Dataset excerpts
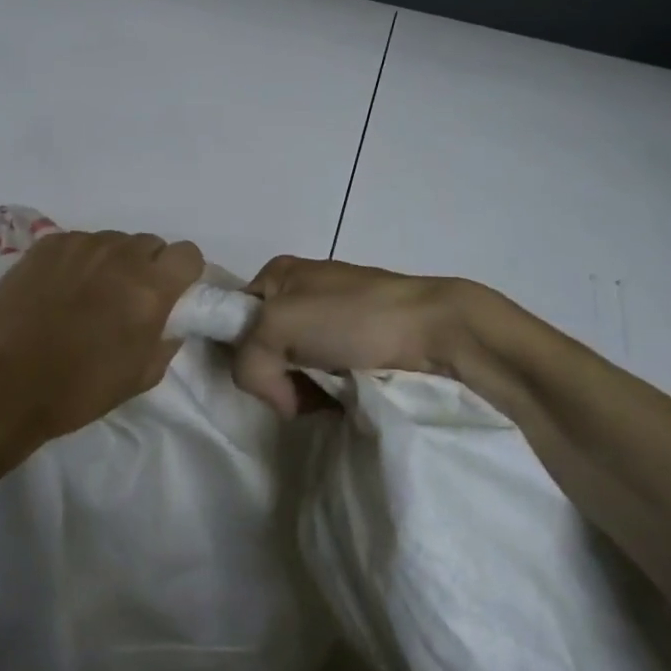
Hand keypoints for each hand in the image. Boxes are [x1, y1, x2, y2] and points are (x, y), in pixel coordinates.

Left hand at [0, 230, 205, 445]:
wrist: (8, 383)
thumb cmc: (81, 388)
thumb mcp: (142, 376)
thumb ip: (166, 339)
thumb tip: (170, 319)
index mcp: (150, 288)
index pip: (188, 254)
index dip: (183, 272)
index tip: (171, 292)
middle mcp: (119, 255)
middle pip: (149, 243)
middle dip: (147, 265)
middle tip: (127, 297)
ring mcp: (80, 245)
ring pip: (112, 240)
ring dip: (111, 261)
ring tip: (89, 292)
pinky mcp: (46, 244)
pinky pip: (77, 241)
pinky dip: (78, 259)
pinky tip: (60, 287)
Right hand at [233, 256, 462, 417]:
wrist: (437, 331)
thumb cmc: (352, 317)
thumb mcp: (278, 327)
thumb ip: (248, 360)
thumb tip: (277, 396)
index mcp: (278, 273)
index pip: (234, 317)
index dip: (240, 350)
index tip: (262, 373)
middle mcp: (301, 293)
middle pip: (264, 347)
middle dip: (277, 376)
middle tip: (299, 390)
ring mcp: (333, 320)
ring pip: (295, 367)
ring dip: (305, 389)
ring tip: (330, 395)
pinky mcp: (359, 346)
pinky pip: (326, 375)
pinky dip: (330, 392)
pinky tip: (345, 397)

### Problem to solve
Out of the entries above, write out only the lines between the line holding "thumb cmc: (352, 317)" and the line holding "pinky mcp: (359, 346)", inclusive, each exactly as given.

### Result of this task
thumb cmc: (352, 317)
thumb mcp: (278, 327)
thumb ip: (248, 360)
thumb tip: (277, 396)
index mcp: (278, 273)
index pip: (234, 317)
index dip: (240, 350)
index tip: (262, 373)
middle mcp: (301, 293)
middle pip: (264, 347)
middle dip: (277, 376)
middle tip: (299, 390)
ring mcp: (333, 320)
ring pip: (295, 367)
ring dip: (305, 389)
ring tip: (330, 395)
pinky mcp: (359, 346)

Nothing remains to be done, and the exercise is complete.